Each record that comes next should be output exactly; pictures do not belong in the copy.

(Dataset entries)
== Segment start ==

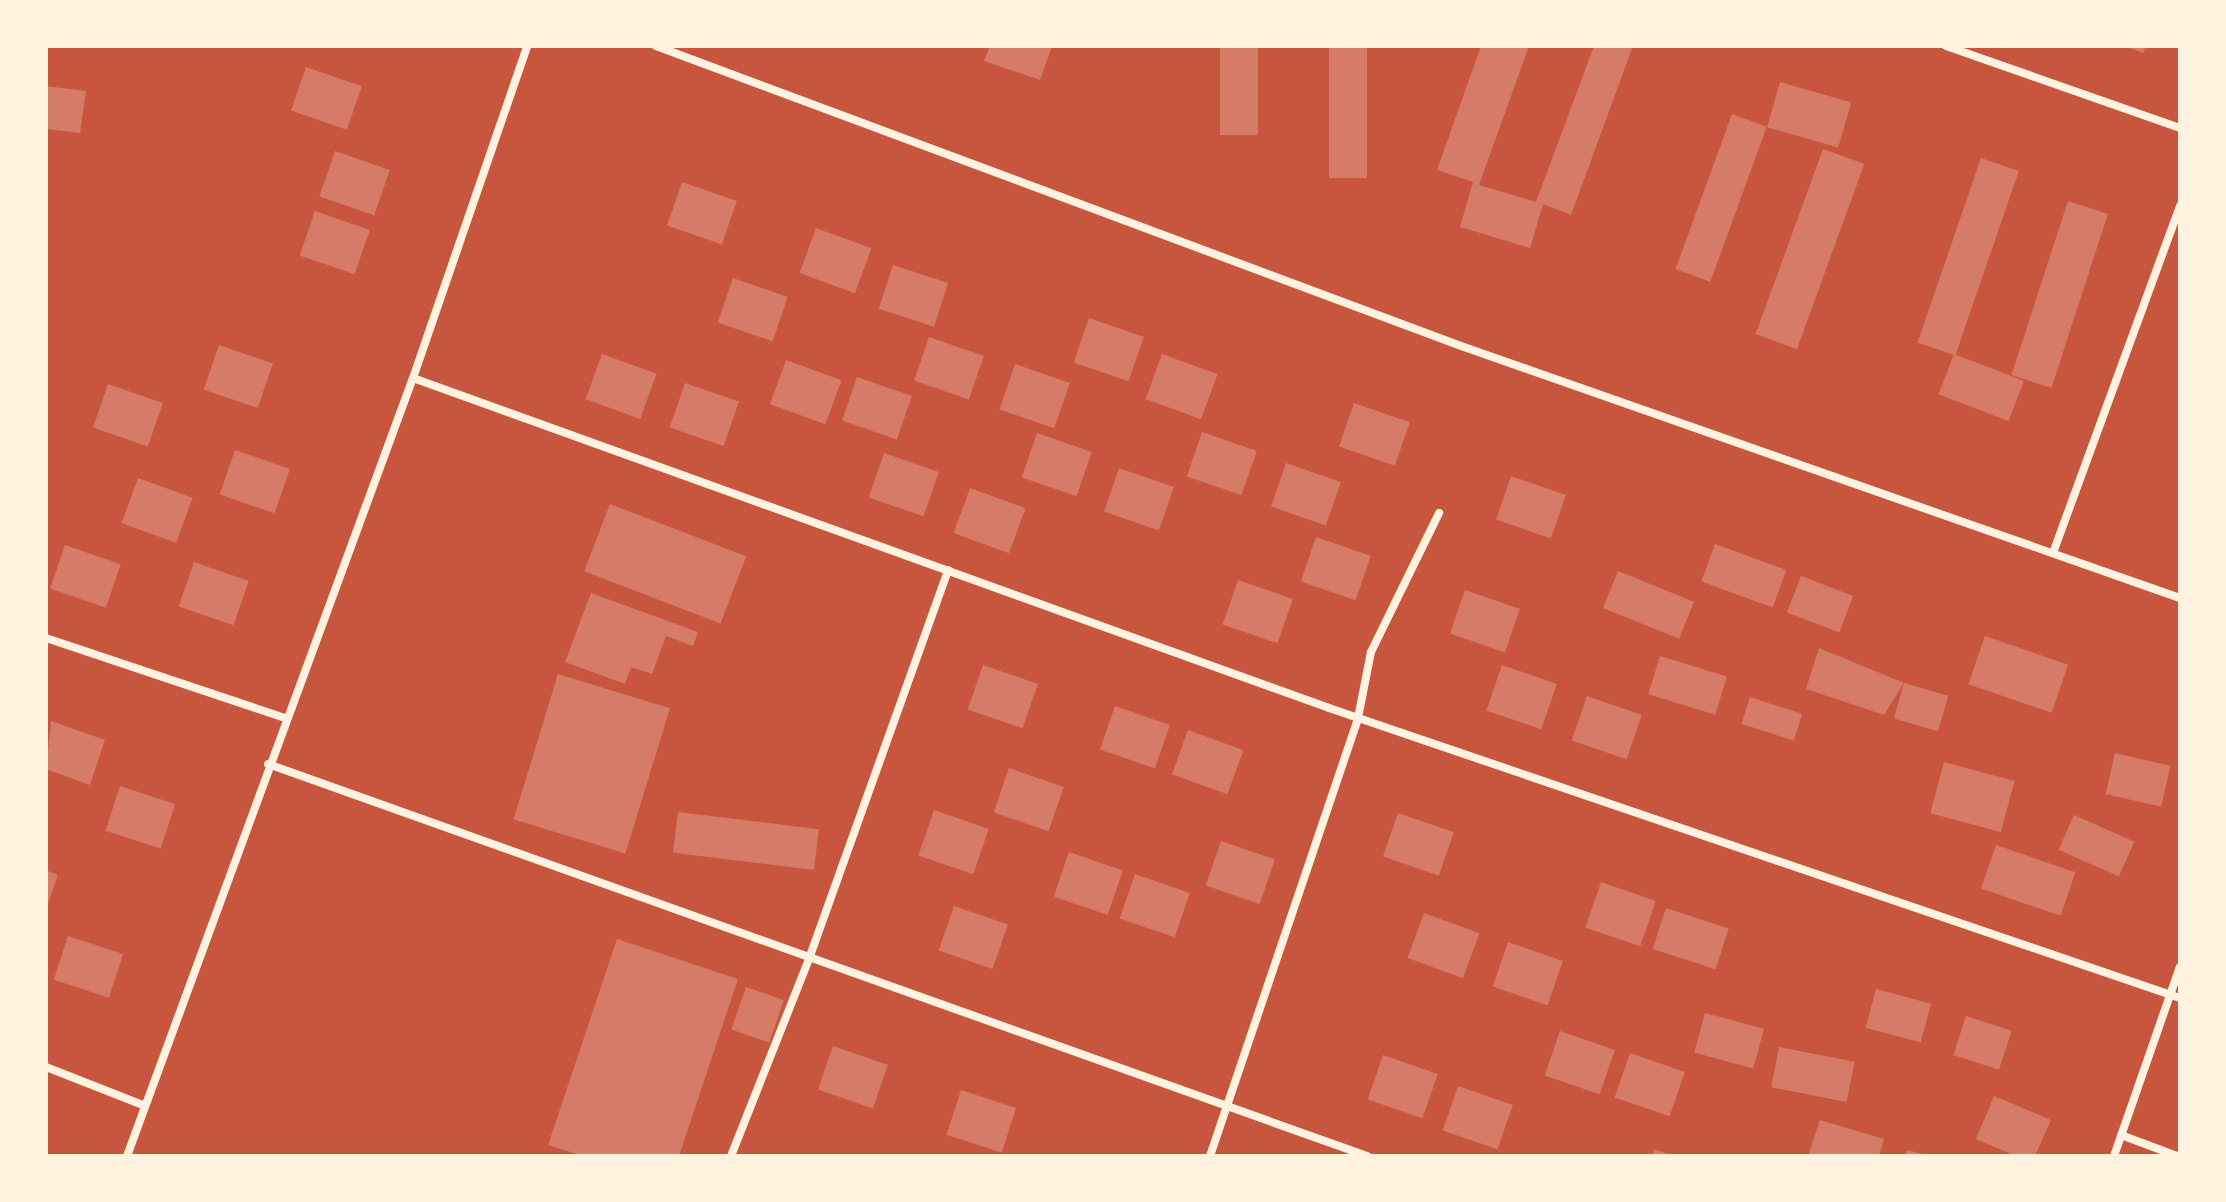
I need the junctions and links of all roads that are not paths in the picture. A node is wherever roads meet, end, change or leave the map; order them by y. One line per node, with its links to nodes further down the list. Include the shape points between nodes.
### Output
1 (527, 46): 6 (street)
2 (656, 46): 8 (street, via 1464,347)
3 (1946, 46): 4 (street)
4 (2180, 128)
5 (2180, 206): 8 (street)
6 (413, 378): 9 (street); 12 (street)
7 (1439, 513): 13 (street, via 1371,652)
8 (2053, 553): 10 (street)
9 (948, 570): 13 (street); 15 (street)
10 (2180, 598)
11 (46, 638): 12 (street)
12 (285, 718): 14 (street)
13 (1358, 718): 17 (street); 20 (street)
14 (268, 764): 15 (street); 21 (street)
15 (810, 956): 20 (street); 24 (street)
16 (2180, 967): 17 (street)
17 (2170, 994): 18 (street); 22 (street)
18 (2180, 998)
19 (46, 1067): 21 (street)
20 (1227, 1104): 25 (street); 26 (street)
21 (143, 1105): 23 (street)
22 (2121, 1135): 27 (street); 28 (street)
23 (127, 1156)
24 (731, 1156)
25 (1210, 1156)
26 (1367, 1156)
27 (2114, 1156)
28 (2177, 1156)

== Segment end ==

#### FINAL ANSWER:
I need the junctions and links of all roads that are not paths in the picture. A node is wherever roads meet, end, change or leave the map; order them by y. One line per node, with its links to nodes further down the list. Include the shape points between nodes.
### Output
1 (527, 46): 6 (street)
2 (656, 46): 8 (street, via 1464,347)
3 (1946, 46): 4 (street)
4 (2180, 128)
5 (2180, 206): 8 (street)
6 (413, 378): 9 (street); 12 (street)
7 (1439, 513): 13 (street, via 1371,652)
8 (2053, 553): 10 (street)
9 (948, 570): 13 (street); 15 (street)
10 (2180, 598)
11 (46, 638): 12 (street)
12 (285, 718): 14 (street)
13 (1358, 718): 17 (street); 20 (street)
14 (268, 764): 15 (street); 21 (street)
15 (810, 956): 20 (street); 24 (street)
16 (2180, 967): 17 (street)
17 (2170, 994): 18 (street); 22 (street)
18 (2180, 998)
19 (46, 1067): 21 (street)
20 (1227, 1104): 25 (street); 26 (street)
21 (143, 1105): 23 (street)
22 (2121, 1135): 27 (street); 28 (street)
23 (127, 1156)
24 (731, 1156)
25 (1210, 1156)
26 (1367, 1156)
27 (2114, 1156)
28 (2177, 1156)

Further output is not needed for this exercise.